The P’s and Q’s of Good Health Care
Health is a condition of emotional, physical and mental well being in which infirmity and disease are absent. Different definitions have been applied to the subject over the years. However, common elements of health care delivery have been identified as a norm of what constitutes health.
Health is not only a state of poor health, but can also be a state where there is no health: an illness or disability that interferes with one or more of life’s basic pursuits. Illness, while it may affect a person physically, mentally, or emotionally can be debilitating in its impact on daily life. Illness can create great discomfort and may prevent normal functioning. People with illness are often misunderstood; the stigma attached to persons who suffer from an illness usually prevents them from being treated effectively by health care teams. This means that the true impact of illness on wellbeing can go unrecognised, and ill health can cause debilitating detriment to everyday life.
It is important that wellness is viewed as encompassing all of these aspects of the three P’s, for to achieve wellness the three P’s must be well balanced. The practical implications of this are that mental, physical and social wellness need to be well represented in any services aimed at improving wellness. While many healthcare professionals still think of wellness as merely a physical condition, evidence is emerging that suggests a link between the psychological and emotional well-being, as well as physical health, of those who experience long term illness. Evidence also suggests that those with positive mental health make better decisions and are happier in their day-to-day lives than those with negative mental health.
The three P’s of personal health status well-being are the physical, emotional and social aspects. Illness can have an impact on each of these aspects of well-being. A physically sick person will have lower energy levels, depression and anxiety are more prevalent in ill people, and illness can alter the chemical makeup of the brain, affecting brain chemistry and moods. In a more extreme example, someone suffering from an illness such as terminal cancer might be unable to think rationally or logically. They would be unable to make sound judgments about matters where logic and rational thinking would otherwise have significant impact.

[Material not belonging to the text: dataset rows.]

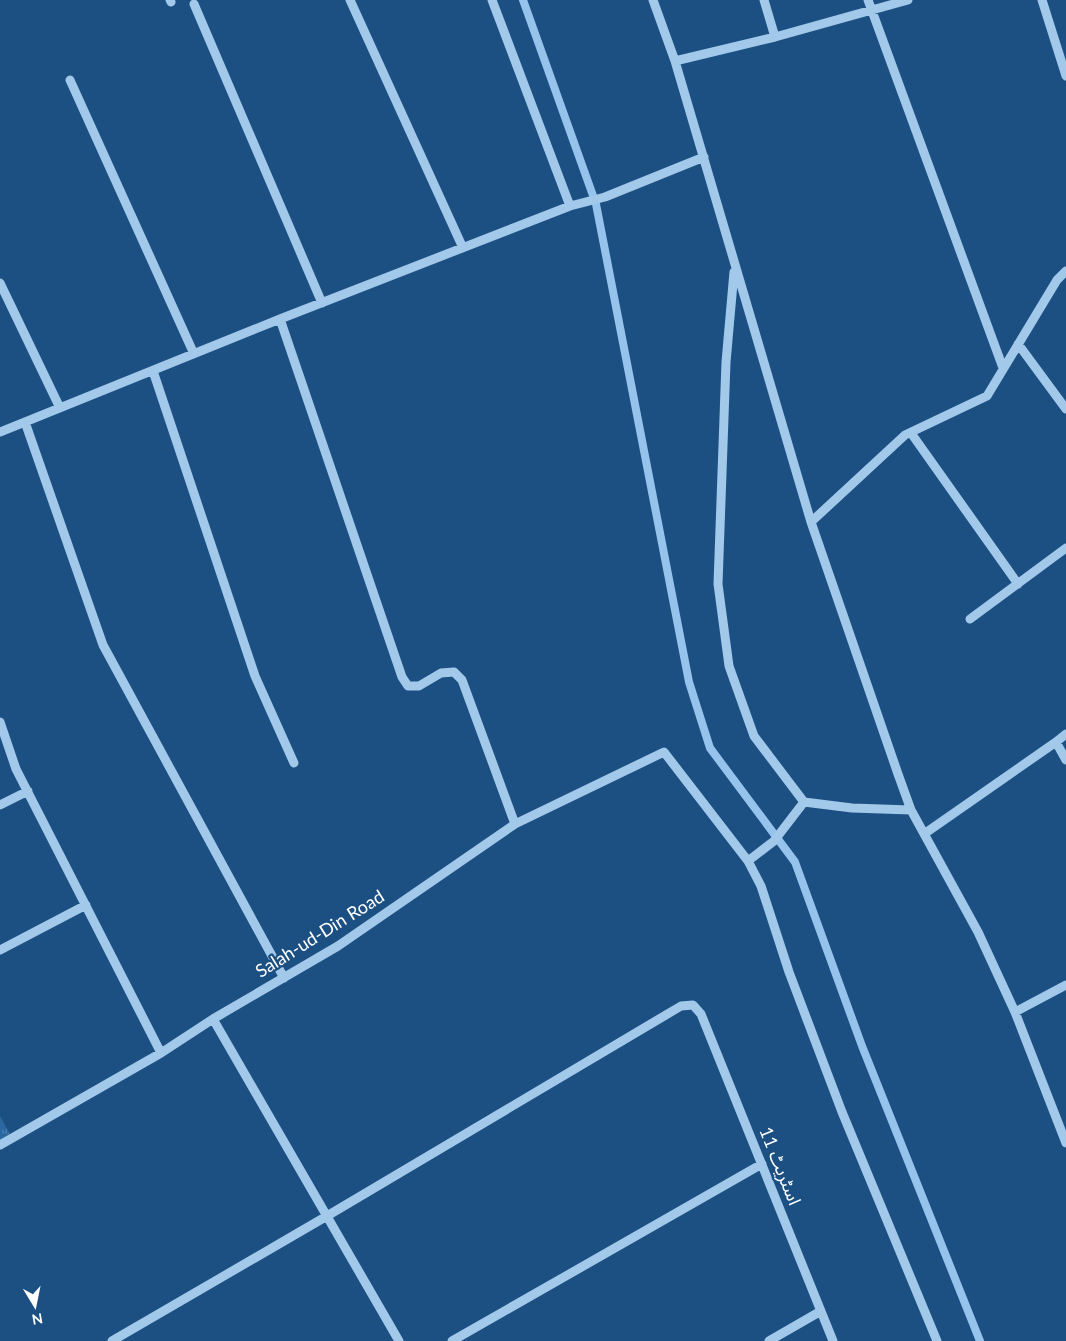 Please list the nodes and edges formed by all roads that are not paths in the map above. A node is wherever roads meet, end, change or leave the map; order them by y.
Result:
1 (350, 0) edge
2 (492, 0) edge
3 (653, 0) edge
4 (764, 0) edge
5 (868, 0) edge
6 (908, 0) edge
7 (1042, 0) edge
8 (194, 4) dead end
9 (872, 10) junction
10 (775, 37) junction
11 (676, 60) junction
12 (1066, 76) edge
13 (70, 80) dead end
14 (704, 157) junction
15 (570, 206) junction
16 (462, 248) junction
17 (735, 266) junction
18 (1066, 271) edge
19 (0, 283) edge
20 (322, 303) junction
21 (280, 319) junction
22 (1018, 344) junction
23 (194, 354) junction
24 (1004, 368) junction
25 (153, 371) junction
26 (60, 408) junction
27 (1066, 410) edge
28 (25, 422) junction
29 (0, 432) edge
30 (911, 433) junction
31 (811, 522) junction
32 (1066, 548) edge
33 (1018, 584) junction
34 (970, 619) dead end
35 (0, 722) edge
36 (1066, 734) edge
37 (1056, 742) junction
38 (1066, 760) edge
39 (294, 763) dead end
40 (28, 791) junction
41 (804, 802) junction
42 (0, 805) edge
43 (911, 810) junction
44 (515, 824) junction
45 (924, 834) junction
46 (748, 861) junction
47 (86, 905) junction
48 (0, 950) edge
49 (284, 978) junction
50 (1066, 985) edge
51 (1016, 1012) junction
52 (213, 1020) junction
53 (161, 1053) junction
54 (1066, 1143) edge
55 (0, 1145) edge
56 (762, 1164) junction
57 (327, 1216) junction
58 (821, 1311) junction
59 (112, 1341) edge
60 (399, 1341) edge
61 (452, 1341) edge
62 (769, 1341) edge
63 (833, 1341) edge
64 (937, 1341) edge

1 - 16 street
2 - 15 street
3 - 11 street
4 - 10 street
5 - 9 street
6 - 9 street
7 - 12 street
8 - 20 street
9 - 10 street
9 - 24 street
10 - 11 street
11 - 14 street
13 - 23 street
14 - 15 street
14 - 17 street
15 - 16 street
16 - 20 street
17 - 31 street
17 - 41 street
18 - 22 street
19 - 26 street
20 - 21 street
21 - 23 street
21 - 44 street
22 - 24 street
22 - 27 street
23 - 25 street
24 - 30 street
25 - 26 street
25 - 39 street
26 - 28 street
28 - 29 street
28 - 49 street
30 - 31 street
30 - 33 street
31 - 43 street
32 - 33 street
33 - 34 street
35 - 40 street
36 - 37 street
37 - 38 street
37 - 45 street
40 - 42 street
40 - 47 street
41 - 43 street
41 - 46 street
43 - 45 street
44 - 46 street, Salah-ud-Din Road
44 - 49 street, Salah-ud-Din Road
45 - 51 street
46 - 64 street
47 - 48 street
47 - 53 street
49 - 52 street, Salah-ud-Din Road
50 - 51 street
51 - 54 street
52 - 53 street, Salah-ud-Din Road
52 - 57 street
53 - 55 street, Salah-ud-Din Road
56 - 57 street, اسٹریٹ 11
56 - 58 street, اسٹریٹ 11
56 - 61 street
57 - 59 street
57 - 60 street
58 - 62 street
58 - 63 street, اسٹریٹ 11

The third P’s of health status well-being are related to changes in lifestyle choices and experiences. For a person who is physically ill, changes in their lifestyle choices, such as eating too much food that is high in fat or sugar, may have an effect on their energy levels and moods. A mentally ill person may choose to neglect their medication or may be unable to make healthy lifestyle choices such as avoiding stimulants such as caffeine. A person with poor physical health may be more likely to engage in risky behaviors, such as excessive alcohol or drug use, or to smoke cigarettes. Illness can also change a person’s sex hormone levels, affecting their ability to be sexually aroused or to maintain a healthy sexual relationship.
Illness, change in lifestyle, and behavior are all interrelated. While not everyone who suffers from one health problem copes with others who suffer from a different illness, the effects of these health problems often converge, creating a poorer quality of life. When these health problems are more severe, the quality of life may be worse for those who suffer from both conditions. Those who suffer from ill health, poor health, or a combination of both may find themselves feeling depressed, angry, anxious, unable to work productively, or even suicidal. Unfortunately, many people who are depressed, angry, anxious, or suicidal do not seek treatment, putting them at greater risk for suicide than those who do seek treatment.